Wiatr
Dla zakompleksionych marzycieli
lekki wiatr chciał zostać wichrem
lecz stare drzewa były zbyt silne
aby wietrzyk malutki
mógł wygrać z kompleksami
autor
Dziadek Euzebiusz
Dodano: 2017-01-08 00:17:59
Ten wiersz przeczytano 905 razy
Oddanych głosów: 6
Aby zagłosować zaloguj się w serwisie
Komentarze (23)
No i super, racz nas takimi refleksjami, podoba mi
się.
Witaj,
ineresujące /jak cała matma/ są liczby i ich
indywidualna interpretacja
/analiza/;
wiersz przeczytano 259 razy
komentarzy 21/jeszcze.../
l.głosów 5
Pozdrawiam zwyczajnie tzn.serdecznie
P.S Zamiast wiecznych aluzji,
do adwokatów lub innych osób przyjrzyj się sobie
"kryształku", sporo tam rys się znajdzie.
Nigdy nie słyszałeś "Kiedy byłem małym chłopcem,
hej"?!
Nie wiem o kim śpiewał Nalepa, ponieważ nie słuchałem
go. Wolę zespół Bi-2.
A Nalepa? Na pewno śpiewał o wietrze i drzewach? Bez
aluzji do człowieka?
Wielka Niedźwiedzico. Wietrzyk jest aluzją do osoby i
zachowań.
A i Nalepa śpiewał, że
" wicher wieje wicher silne drzewa głaszcze hej
najważniejsze ..."
To i wietrzyk nie powinien mieć kompleksów...
Yanzemie. Dziękuję za komentarz. Możliwe, że powyższy
produkt mi nie wyszedł, ale tak tez się zdarza.
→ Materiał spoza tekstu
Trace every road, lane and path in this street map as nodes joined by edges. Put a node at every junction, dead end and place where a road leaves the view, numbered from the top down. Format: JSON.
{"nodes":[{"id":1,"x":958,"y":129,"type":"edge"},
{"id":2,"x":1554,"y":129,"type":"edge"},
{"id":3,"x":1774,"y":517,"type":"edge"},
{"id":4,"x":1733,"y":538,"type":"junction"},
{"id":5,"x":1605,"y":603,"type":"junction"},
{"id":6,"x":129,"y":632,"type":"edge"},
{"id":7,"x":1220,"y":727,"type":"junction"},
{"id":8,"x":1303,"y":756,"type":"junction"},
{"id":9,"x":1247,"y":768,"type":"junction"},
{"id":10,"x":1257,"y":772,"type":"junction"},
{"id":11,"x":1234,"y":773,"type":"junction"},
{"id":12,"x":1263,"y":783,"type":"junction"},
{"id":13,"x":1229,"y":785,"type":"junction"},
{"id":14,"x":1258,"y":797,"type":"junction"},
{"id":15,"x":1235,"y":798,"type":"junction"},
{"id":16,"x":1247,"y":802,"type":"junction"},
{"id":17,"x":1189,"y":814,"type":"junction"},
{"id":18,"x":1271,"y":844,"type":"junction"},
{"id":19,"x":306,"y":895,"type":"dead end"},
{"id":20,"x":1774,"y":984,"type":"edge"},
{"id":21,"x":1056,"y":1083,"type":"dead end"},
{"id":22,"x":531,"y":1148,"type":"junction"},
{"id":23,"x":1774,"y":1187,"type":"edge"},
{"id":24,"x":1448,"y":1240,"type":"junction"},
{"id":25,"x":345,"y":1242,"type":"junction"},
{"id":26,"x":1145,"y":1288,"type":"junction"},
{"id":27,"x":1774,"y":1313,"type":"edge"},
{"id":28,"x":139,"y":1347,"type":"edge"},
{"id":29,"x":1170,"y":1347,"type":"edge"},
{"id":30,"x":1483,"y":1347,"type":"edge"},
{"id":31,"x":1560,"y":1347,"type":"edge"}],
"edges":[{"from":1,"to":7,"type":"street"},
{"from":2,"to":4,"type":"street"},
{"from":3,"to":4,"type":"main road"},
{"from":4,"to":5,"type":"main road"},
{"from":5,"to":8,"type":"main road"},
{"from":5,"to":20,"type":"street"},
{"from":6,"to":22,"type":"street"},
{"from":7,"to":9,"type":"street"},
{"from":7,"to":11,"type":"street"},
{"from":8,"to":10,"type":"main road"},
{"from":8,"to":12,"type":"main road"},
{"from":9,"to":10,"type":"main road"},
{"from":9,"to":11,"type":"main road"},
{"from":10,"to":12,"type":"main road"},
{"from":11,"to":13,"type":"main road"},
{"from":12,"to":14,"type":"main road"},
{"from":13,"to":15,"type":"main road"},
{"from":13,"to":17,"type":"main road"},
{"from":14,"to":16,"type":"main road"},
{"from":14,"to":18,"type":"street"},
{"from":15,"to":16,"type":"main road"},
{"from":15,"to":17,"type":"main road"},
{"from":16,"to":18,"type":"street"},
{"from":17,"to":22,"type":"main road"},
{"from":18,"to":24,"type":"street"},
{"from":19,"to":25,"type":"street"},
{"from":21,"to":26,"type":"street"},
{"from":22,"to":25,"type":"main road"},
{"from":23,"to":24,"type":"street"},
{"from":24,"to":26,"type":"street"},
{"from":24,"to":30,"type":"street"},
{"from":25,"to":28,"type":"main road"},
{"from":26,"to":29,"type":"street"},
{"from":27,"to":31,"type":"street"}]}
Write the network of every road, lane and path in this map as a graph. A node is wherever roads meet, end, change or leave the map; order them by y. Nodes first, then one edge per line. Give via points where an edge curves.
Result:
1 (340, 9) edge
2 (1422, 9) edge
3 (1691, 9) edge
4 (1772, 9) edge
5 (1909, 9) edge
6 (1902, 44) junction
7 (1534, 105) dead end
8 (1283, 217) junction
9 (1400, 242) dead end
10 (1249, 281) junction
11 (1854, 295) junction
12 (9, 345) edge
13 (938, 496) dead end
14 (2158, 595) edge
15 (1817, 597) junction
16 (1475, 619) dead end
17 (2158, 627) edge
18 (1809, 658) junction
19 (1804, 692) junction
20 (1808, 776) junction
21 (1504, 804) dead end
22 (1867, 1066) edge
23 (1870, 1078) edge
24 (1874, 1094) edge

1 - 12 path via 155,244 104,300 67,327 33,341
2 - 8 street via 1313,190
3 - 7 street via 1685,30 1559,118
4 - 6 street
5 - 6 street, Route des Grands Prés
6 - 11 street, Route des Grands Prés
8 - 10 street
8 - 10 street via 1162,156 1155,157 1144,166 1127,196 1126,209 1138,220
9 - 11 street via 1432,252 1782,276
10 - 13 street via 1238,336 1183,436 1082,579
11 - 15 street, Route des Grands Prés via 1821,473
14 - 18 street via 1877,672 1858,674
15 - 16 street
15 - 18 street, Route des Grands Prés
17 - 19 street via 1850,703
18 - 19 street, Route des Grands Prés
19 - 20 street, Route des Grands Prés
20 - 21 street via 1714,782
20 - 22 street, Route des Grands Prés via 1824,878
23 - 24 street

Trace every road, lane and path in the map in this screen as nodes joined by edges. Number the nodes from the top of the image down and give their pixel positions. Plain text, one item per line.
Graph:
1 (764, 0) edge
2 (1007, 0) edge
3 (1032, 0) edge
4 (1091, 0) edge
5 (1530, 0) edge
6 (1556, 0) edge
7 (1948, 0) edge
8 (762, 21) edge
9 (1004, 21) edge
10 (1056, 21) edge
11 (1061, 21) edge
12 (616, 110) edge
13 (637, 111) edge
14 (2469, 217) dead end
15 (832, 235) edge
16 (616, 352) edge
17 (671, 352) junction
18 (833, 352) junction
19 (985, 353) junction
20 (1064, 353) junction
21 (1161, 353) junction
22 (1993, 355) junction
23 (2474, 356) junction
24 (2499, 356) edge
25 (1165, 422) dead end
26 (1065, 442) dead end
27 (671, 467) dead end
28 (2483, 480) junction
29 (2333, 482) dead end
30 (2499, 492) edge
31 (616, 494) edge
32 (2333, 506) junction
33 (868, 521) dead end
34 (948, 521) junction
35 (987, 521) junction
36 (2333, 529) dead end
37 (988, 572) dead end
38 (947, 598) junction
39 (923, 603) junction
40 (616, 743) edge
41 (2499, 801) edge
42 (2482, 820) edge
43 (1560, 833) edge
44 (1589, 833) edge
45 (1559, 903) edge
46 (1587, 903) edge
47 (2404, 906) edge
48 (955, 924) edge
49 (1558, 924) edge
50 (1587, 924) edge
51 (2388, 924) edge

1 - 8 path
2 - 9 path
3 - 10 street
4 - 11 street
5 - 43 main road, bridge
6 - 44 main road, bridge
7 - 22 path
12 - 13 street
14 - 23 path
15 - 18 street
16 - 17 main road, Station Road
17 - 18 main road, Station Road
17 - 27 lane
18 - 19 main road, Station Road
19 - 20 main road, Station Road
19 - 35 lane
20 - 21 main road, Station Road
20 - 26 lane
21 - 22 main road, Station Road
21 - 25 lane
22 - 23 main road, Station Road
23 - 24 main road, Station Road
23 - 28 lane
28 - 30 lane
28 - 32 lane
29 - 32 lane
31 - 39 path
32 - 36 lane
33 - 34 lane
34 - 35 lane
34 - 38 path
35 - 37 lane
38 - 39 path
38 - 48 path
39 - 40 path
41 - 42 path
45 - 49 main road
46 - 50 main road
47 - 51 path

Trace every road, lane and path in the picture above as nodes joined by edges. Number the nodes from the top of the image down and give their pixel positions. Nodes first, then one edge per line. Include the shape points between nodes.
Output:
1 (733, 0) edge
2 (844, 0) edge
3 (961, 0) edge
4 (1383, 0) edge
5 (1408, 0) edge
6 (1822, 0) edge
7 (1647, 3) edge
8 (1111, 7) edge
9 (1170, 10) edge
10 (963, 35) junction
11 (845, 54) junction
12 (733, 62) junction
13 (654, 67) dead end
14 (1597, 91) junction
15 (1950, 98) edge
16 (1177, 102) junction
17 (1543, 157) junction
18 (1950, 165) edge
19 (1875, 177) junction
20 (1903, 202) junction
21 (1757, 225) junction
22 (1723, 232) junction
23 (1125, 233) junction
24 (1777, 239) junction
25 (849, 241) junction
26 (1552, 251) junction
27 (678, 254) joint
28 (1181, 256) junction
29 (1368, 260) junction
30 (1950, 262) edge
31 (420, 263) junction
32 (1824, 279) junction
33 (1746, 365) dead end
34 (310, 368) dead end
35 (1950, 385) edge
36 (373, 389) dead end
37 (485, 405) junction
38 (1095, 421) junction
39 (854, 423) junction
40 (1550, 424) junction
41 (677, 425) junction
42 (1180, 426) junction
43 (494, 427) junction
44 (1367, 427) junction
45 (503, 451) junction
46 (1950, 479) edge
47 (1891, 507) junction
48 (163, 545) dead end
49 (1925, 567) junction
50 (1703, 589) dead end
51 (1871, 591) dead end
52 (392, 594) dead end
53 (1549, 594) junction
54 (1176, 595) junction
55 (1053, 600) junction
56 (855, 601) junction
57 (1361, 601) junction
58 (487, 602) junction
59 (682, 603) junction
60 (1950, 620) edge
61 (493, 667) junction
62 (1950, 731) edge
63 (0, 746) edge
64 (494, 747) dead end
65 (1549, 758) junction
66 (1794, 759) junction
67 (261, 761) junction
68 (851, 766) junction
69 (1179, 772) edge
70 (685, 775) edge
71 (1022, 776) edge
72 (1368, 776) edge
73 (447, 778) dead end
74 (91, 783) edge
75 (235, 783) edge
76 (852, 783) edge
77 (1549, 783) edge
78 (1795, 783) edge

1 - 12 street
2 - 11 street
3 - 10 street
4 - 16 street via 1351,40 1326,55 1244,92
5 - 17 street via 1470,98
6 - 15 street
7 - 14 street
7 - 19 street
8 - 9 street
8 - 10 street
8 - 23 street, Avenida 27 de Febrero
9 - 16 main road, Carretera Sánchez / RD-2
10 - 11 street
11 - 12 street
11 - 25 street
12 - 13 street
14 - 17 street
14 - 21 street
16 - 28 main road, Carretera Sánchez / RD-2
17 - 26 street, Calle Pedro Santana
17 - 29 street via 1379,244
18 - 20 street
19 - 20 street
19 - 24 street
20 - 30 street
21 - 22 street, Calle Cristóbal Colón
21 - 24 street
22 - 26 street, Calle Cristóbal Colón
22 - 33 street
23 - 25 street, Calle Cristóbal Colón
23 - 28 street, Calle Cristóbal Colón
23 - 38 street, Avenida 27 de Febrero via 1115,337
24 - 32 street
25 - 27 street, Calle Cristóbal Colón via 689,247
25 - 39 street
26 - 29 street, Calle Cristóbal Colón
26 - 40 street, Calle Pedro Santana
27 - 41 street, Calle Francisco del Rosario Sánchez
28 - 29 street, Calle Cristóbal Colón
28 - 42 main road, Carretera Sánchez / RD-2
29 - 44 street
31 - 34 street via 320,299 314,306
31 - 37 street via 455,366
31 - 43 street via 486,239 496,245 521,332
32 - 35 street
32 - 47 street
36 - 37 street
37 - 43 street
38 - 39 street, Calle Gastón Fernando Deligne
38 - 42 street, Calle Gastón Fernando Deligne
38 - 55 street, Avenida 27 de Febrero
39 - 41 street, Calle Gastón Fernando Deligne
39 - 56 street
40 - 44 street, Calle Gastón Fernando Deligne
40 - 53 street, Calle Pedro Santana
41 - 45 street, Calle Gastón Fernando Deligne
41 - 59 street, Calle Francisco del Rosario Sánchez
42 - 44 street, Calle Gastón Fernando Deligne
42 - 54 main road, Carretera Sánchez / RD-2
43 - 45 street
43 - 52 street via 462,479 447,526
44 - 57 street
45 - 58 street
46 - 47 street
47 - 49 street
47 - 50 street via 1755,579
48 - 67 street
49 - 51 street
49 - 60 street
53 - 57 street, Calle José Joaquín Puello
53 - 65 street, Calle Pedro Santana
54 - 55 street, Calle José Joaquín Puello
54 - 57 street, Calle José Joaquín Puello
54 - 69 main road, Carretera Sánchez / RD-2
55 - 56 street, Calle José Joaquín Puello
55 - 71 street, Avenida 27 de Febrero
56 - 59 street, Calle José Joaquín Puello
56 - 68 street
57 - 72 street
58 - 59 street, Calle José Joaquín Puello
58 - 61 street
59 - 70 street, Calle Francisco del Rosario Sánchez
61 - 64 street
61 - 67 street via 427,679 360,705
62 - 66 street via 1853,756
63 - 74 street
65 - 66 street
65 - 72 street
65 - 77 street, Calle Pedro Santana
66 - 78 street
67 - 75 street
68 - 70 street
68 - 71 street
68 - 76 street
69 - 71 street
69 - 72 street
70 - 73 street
Potwierdzam też jeszcze raz, że na krytykę nie gniewam
się, gdyż wolę ją od zakłamanego słodzenia. Zatem
dziękuję za wizytę.
Z zasady wchodząc tutaj jestem bezmyślna, właściwie to
nawet czytać nie umiem więc dlatego tak wyszło, autor
może myśleć i zawierać w treści co chce,zarzucanie
komuś braku myślenia jest niegrzeczne.
Wiem, że nie gniewa się pan na krytykujących ale
powiem krótko, ten wiersz Panu nie wyszedł a już
komentarze typu "przyjemnej lektury" - zupełnie bez
sensu. Moja wnuczka (8lat) układa sensowniejsze
wiersze.
Julia Pol. Jak dla mnie, to ten wiersz jest spójny i
wystarczy jedynie troszkę pomyśleć, aby go właściwie
odebrać. Nie zamierzam jednak tłumaczyć, co miałem na
myśli aby nie zabierać czytelnikowi przyjemności z
własnej interpretacji.
Całkowicie zgadzam się z Olą więc nie będę się
powtarzać. Nie przemawia do mnie.
:o)) wymowna miniatura
Mierzmy siły na zamiary. Znajdując swoje miejsce i
możliwości, będąc delikatnym wiaterkiem raczej
rozniecajmy płomienie i wprawiajmy w kołysanie łąki,
zamiast brać się za potężne dęby, bo nigdy nie
wyjdziemy z kompleksów i nie nabędziemy siły, aby
rozkołysać drzewa. :o)
Tak trochę "od Sasa do lasa", widzę tu niespojność
myśli, jakbyś nie wiedział w którą stronę chcesz iść,
mini do przemyślenia,pozdr.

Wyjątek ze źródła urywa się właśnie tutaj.